And I moved the poor dehydrated papaya plants into bigger pots - hoping they will survive, apparently they hate transplantation. But they’re little trees now, and the pots were way too small. Hoping that some food, water, and a bigger home will bring them back.

Kale is still going strong, except for an intermittent fungus issue that the green-thumbed neighbor says I can’t do anything about, but I need to research.

Harvested my first beets, and replanted the ones that need to grow more, giving them more space. Interestingly, one of the beet stubs I had stuck in the pot along with seeds actually regenerated! The other ones sprouted leaves, but stayed flat, and all research had indicated that’s all that would happen. So strange, and also wonderful!

I had stuck some scallion ends in two small pots and they have done miserably this whole time, so I moved them into empty tomato pots - let’s see if the space and constant water supply changes things. Other scallion ends that I stuck into other plant pots have done swimmingly, so it’s a puzzle.
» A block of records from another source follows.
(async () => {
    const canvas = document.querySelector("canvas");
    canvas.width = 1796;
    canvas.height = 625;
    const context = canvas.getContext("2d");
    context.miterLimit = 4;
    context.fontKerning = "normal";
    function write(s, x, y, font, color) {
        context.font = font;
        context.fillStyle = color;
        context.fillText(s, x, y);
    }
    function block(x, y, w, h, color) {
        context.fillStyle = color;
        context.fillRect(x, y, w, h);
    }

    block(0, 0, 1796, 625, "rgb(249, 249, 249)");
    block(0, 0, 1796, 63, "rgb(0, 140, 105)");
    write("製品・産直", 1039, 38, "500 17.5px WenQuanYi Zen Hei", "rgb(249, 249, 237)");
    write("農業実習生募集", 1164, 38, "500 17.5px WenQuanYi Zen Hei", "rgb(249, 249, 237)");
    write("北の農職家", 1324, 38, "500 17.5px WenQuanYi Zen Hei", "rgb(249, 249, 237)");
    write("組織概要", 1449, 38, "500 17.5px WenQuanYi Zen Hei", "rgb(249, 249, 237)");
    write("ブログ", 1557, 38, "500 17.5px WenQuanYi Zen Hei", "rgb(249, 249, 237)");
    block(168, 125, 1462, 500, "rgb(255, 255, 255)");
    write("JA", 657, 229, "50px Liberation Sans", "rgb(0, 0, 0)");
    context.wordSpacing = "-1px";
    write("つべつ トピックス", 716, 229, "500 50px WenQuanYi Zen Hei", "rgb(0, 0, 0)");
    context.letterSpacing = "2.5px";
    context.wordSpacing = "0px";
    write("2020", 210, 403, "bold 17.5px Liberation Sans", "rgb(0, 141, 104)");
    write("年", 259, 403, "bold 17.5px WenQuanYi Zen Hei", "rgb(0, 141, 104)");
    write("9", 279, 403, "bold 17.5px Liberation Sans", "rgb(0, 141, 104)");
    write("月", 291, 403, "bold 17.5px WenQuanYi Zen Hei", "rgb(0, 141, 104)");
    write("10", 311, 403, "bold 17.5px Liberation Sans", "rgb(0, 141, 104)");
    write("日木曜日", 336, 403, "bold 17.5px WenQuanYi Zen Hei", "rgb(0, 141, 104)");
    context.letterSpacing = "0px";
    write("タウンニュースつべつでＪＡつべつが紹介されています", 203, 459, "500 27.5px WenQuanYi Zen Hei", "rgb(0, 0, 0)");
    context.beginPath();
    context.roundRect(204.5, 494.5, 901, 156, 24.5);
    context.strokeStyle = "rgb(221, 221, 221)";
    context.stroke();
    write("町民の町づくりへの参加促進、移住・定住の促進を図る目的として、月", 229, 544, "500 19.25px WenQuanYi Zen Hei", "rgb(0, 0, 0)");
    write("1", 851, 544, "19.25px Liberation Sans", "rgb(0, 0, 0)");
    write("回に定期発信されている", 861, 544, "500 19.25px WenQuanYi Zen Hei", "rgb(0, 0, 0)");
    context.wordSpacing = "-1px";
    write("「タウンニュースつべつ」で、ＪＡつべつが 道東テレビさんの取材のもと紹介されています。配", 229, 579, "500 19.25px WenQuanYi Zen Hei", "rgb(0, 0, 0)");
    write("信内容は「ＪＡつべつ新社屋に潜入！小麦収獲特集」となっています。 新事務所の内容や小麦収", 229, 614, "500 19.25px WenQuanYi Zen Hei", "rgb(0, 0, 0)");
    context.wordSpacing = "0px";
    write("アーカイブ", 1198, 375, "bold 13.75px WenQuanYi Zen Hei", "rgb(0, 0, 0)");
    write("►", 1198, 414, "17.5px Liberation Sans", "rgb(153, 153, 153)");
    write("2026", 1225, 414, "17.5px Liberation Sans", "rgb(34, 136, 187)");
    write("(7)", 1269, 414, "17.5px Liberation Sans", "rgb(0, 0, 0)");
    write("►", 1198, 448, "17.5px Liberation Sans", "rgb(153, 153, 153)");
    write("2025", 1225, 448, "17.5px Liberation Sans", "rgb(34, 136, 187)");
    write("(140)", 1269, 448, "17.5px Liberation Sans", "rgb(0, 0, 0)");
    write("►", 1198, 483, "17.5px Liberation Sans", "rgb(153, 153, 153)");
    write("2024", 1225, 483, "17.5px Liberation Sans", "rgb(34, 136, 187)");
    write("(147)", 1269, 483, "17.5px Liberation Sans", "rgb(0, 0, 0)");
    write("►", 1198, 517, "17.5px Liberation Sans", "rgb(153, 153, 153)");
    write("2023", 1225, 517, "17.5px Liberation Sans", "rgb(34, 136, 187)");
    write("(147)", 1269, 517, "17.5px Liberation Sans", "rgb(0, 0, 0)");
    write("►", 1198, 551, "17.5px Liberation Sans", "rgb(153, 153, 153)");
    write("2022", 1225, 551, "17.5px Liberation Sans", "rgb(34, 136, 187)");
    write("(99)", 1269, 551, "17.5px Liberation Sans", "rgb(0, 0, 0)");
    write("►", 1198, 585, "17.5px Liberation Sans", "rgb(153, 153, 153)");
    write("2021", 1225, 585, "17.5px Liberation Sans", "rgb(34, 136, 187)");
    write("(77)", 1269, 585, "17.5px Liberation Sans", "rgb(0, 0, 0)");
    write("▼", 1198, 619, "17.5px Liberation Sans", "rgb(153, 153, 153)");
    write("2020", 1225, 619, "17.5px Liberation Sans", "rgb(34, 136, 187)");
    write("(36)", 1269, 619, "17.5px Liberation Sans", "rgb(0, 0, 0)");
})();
Final (I think?) remedial work today was to repot the lemongrass to give it more space in the hope that it will get going again - I split it into 3 pots.

Oh yes. Something needs to be done about the peppers. Maybe next week. Surprise (duh) to me was that I have red peppers growing too! They took forever to turn red.

Phew. That’s what months of neglect does. I’m feeling so much better now that the plants have been tended to!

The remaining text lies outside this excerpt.